[What the task asks] Search the material for "roads" and show all lines that contain it.

.....

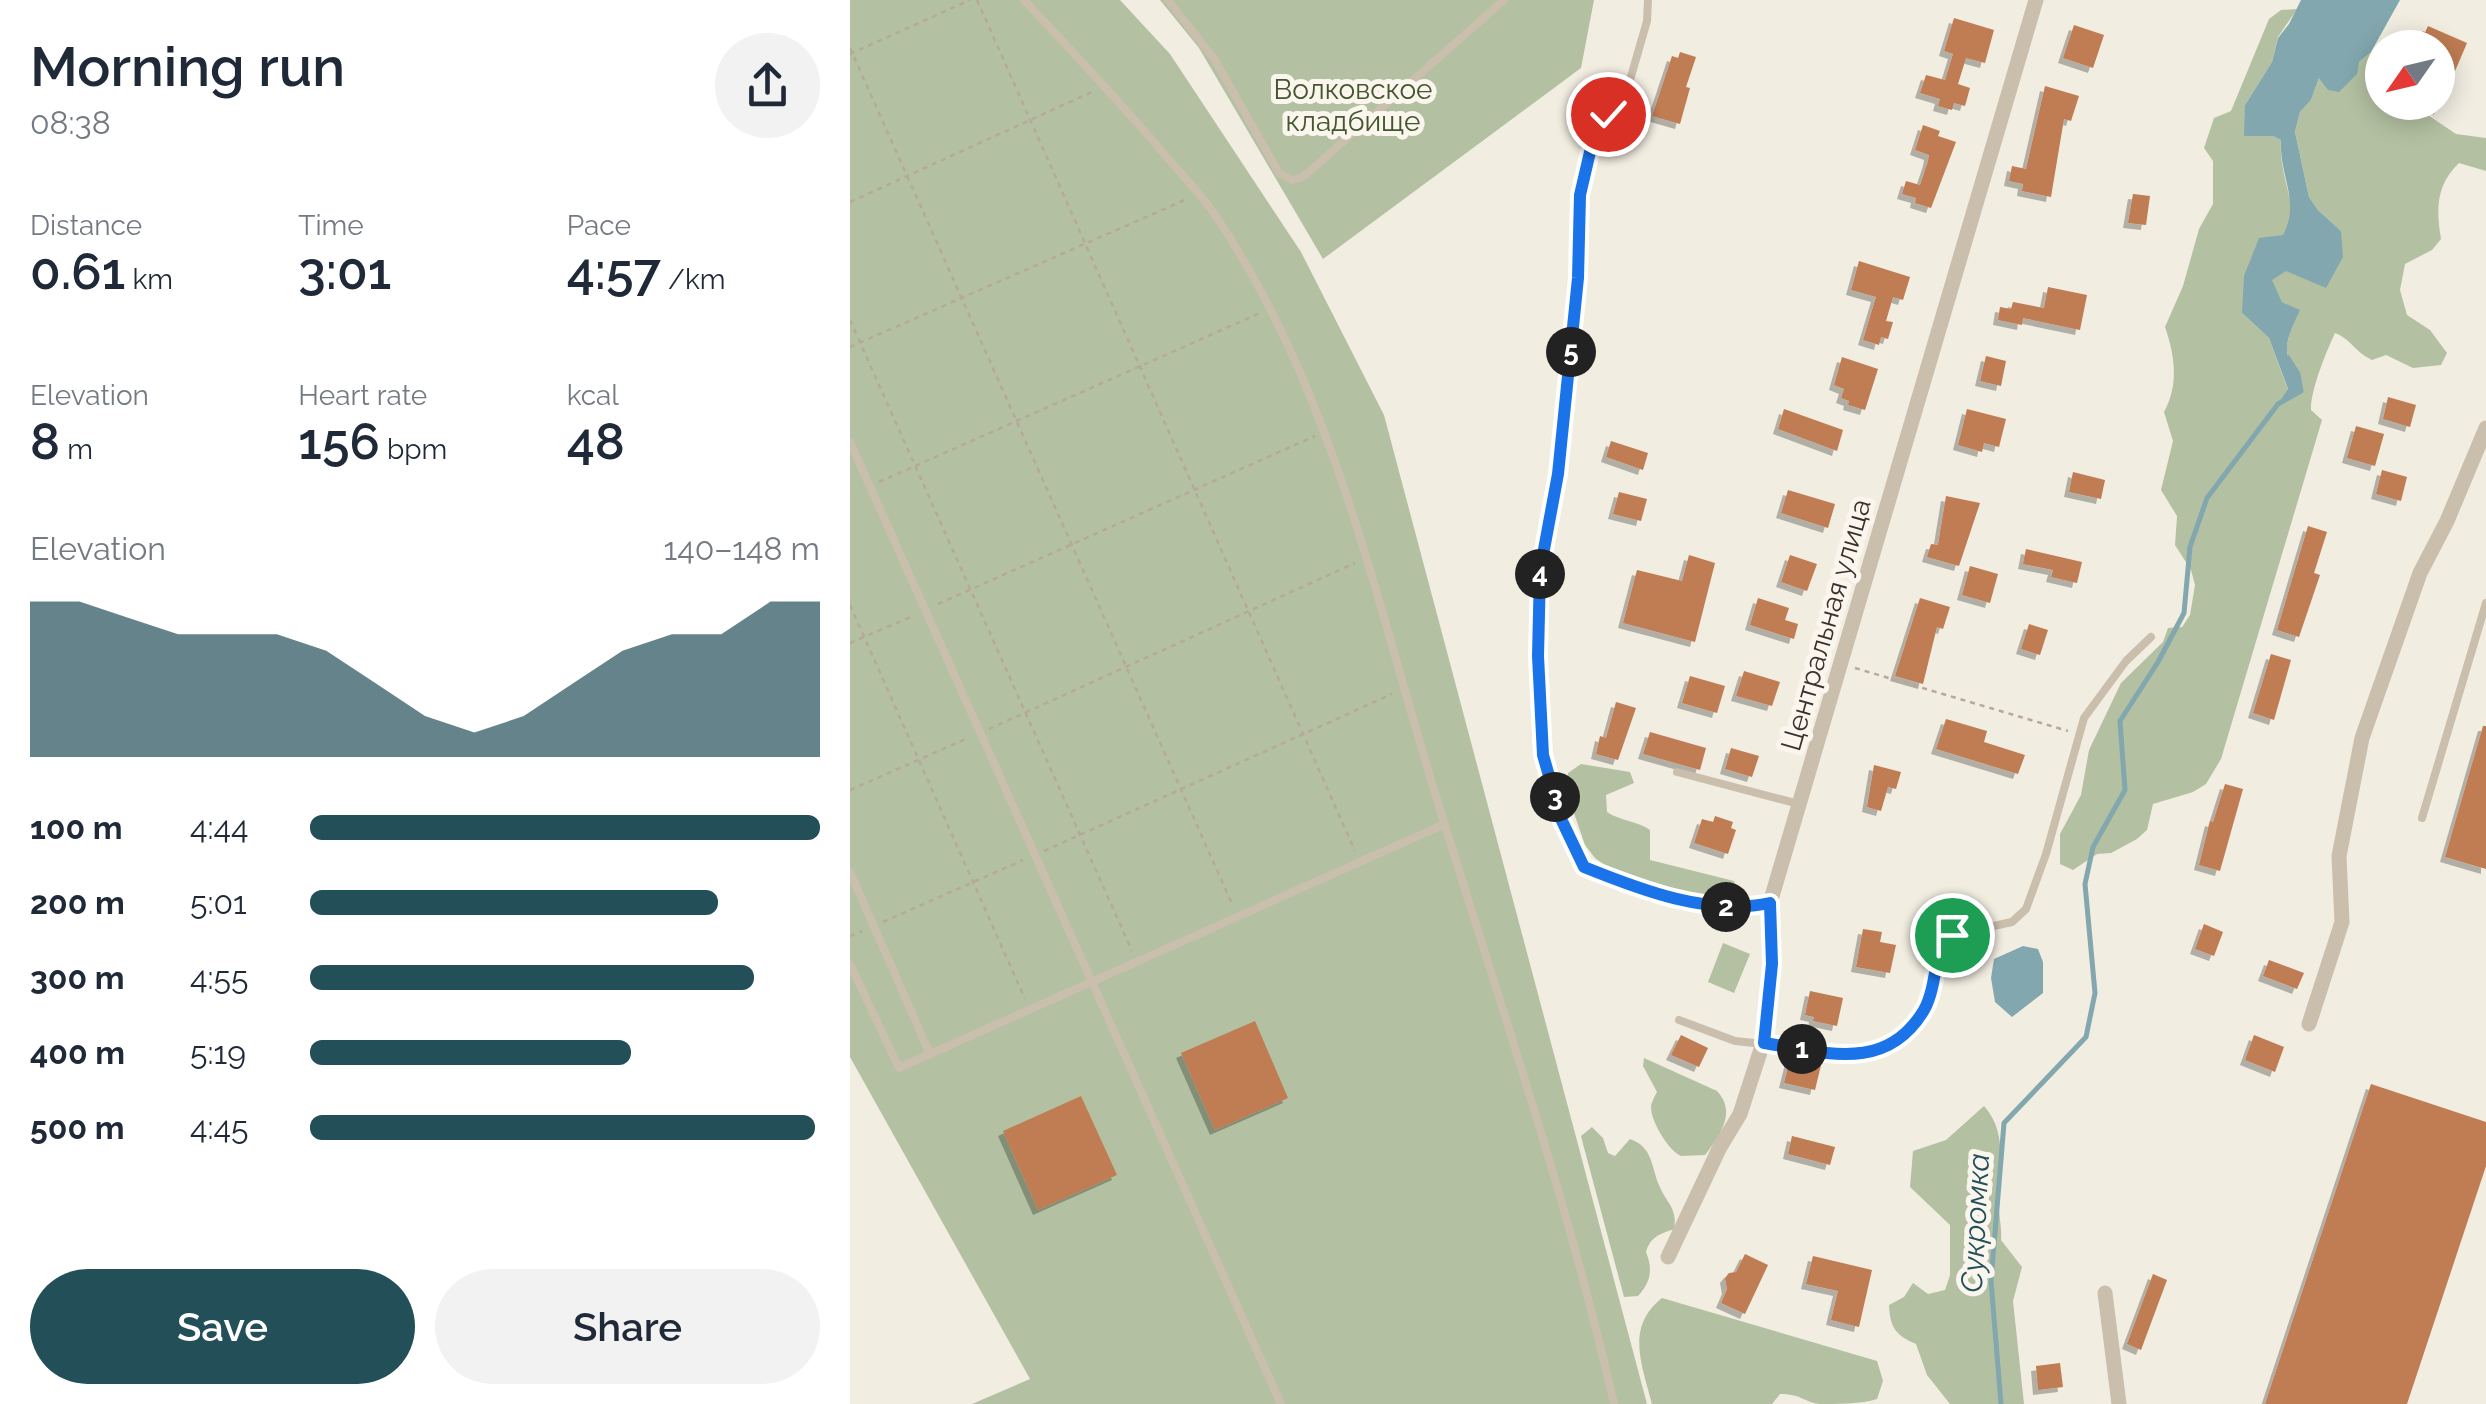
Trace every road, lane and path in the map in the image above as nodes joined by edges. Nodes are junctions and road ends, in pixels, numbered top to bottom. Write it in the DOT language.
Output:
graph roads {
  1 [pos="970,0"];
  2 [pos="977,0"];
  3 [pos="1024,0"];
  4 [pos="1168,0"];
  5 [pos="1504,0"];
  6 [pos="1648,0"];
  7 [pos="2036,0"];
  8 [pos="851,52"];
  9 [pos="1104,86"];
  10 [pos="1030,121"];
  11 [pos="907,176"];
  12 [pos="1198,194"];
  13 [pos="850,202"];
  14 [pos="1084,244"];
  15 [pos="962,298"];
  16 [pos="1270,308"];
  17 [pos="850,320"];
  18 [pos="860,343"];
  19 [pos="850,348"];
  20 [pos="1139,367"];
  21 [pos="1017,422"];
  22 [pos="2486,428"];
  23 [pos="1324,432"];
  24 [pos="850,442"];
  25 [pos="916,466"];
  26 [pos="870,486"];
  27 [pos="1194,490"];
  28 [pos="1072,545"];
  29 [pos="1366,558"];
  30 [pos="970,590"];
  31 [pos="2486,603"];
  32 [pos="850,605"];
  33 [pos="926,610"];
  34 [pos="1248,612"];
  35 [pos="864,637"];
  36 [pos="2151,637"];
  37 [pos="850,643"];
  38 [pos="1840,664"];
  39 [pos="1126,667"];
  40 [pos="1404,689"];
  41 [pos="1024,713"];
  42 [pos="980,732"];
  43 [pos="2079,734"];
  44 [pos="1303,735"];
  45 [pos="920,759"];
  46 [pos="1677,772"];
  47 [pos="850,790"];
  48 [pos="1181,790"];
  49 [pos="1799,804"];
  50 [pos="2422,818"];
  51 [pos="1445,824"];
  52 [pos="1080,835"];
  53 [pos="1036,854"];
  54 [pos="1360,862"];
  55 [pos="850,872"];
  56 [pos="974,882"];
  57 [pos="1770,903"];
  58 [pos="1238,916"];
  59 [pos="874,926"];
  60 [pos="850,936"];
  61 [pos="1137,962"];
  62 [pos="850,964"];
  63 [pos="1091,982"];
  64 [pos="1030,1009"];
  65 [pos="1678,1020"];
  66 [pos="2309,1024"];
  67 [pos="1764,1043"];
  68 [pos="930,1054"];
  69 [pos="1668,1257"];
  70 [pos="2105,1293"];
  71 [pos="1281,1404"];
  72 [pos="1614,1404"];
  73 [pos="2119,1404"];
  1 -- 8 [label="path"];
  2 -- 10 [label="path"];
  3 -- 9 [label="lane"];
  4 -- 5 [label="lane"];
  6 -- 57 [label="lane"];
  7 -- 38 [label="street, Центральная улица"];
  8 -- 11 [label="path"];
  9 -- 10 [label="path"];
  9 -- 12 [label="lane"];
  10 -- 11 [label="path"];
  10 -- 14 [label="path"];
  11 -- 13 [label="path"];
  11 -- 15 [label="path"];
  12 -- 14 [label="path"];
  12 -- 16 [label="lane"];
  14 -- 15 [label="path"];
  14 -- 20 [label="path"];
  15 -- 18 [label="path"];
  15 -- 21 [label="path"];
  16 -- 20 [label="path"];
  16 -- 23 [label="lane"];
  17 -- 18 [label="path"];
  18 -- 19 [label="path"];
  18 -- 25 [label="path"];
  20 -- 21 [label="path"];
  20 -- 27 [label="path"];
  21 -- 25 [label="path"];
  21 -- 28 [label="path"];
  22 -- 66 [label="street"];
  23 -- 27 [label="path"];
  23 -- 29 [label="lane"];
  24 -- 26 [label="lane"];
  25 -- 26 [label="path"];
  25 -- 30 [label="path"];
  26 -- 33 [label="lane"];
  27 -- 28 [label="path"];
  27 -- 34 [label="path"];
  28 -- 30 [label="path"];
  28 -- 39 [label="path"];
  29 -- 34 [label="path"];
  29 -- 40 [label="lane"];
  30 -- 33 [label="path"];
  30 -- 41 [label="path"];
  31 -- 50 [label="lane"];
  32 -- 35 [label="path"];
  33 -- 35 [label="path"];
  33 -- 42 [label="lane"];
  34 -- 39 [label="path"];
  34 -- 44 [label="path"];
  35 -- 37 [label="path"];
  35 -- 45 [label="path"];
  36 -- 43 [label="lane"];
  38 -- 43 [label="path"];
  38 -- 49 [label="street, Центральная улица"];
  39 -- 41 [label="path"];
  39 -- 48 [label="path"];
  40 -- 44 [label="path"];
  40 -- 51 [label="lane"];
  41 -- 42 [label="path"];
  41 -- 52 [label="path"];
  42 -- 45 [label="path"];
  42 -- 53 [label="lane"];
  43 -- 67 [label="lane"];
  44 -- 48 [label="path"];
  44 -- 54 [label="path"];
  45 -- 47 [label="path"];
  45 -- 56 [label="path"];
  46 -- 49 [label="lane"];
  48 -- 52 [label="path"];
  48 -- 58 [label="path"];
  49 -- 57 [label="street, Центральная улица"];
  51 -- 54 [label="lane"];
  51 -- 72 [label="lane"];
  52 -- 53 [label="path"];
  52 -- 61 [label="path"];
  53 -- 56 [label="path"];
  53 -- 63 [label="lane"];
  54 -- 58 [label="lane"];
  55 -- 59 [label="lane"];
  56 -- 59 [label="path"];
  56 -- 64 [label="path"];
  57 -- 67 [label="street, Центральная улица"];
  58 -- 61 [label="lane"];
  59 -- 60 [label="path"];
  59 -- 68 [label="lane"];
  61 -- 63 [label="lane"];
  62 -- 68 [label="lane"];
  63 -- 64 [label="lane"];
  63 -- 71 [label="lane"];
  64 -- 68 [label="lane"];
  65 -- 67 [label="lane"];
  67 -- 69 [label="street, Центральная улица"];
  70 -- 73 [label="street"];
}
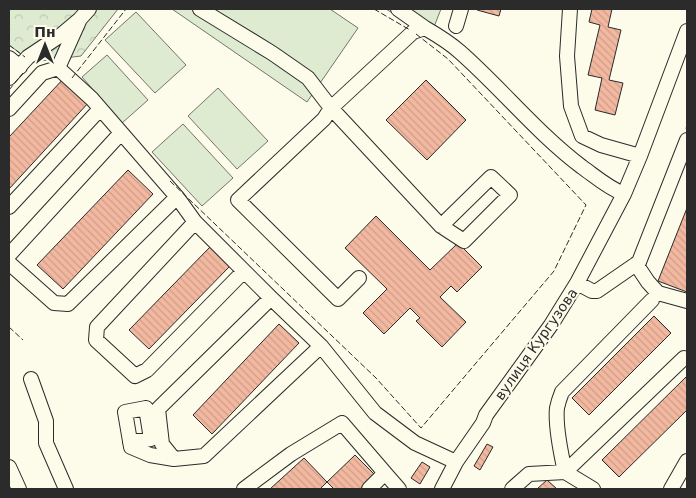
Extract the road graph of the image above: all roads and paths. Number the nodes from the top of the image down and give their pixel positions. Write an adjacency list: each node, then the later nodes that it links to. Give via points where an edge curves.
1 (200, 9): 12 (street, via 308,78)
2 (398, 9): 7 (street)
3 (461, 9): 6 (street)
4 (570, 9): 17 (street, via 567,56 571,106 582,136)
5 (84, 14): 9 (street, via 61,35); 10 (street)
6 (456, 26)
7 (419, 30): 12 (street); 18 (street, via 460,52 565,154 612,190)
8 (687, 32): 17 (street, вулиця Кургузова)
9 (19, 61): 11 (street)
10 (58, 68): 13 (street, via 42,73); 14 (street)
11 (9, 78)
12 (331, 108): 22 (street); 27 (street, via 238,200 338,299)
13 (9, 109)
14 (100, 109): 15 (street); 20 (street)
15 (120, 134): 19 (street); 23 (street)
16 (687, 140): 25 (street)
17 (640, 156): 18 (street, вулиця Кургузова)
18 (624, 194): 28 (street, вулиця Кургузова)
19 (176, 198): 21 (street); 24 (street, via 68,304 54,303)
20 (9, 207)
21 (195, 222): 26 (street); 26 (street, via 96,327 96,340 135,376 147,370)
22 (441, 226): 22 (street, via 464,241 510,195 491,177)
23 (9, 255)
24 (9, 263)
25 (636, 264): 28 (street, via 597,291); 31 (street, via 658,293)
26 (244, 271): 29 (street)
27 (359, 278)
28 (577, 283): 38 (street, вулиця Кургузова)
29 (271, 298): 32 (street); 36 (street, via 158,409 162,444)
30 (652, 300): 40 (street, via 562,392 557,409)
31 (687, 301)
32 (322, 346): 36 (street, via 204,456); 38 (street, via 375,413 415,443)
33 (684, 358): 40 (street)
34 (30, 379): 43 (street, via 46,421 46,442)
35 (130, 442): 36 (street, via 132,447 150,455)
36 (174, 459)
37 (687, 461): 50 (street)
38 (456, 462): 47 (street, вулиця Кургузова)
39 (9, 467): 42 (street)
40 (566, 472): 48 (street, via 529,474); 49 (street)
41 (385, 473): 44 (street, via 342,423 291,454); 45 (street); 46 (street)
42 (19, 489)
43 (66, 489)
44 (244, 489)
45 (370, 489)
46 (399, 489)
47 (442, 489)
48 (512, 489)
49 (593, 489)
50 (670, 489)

.....

[Exercise response]
graph roads {
Extract the road graph of the image above: all roads and paths. Number the nodes from the top of the image down and give their pixel positions. Write an adjacency list: each node, then the later nodes that it links to. Give via points where an edge curves.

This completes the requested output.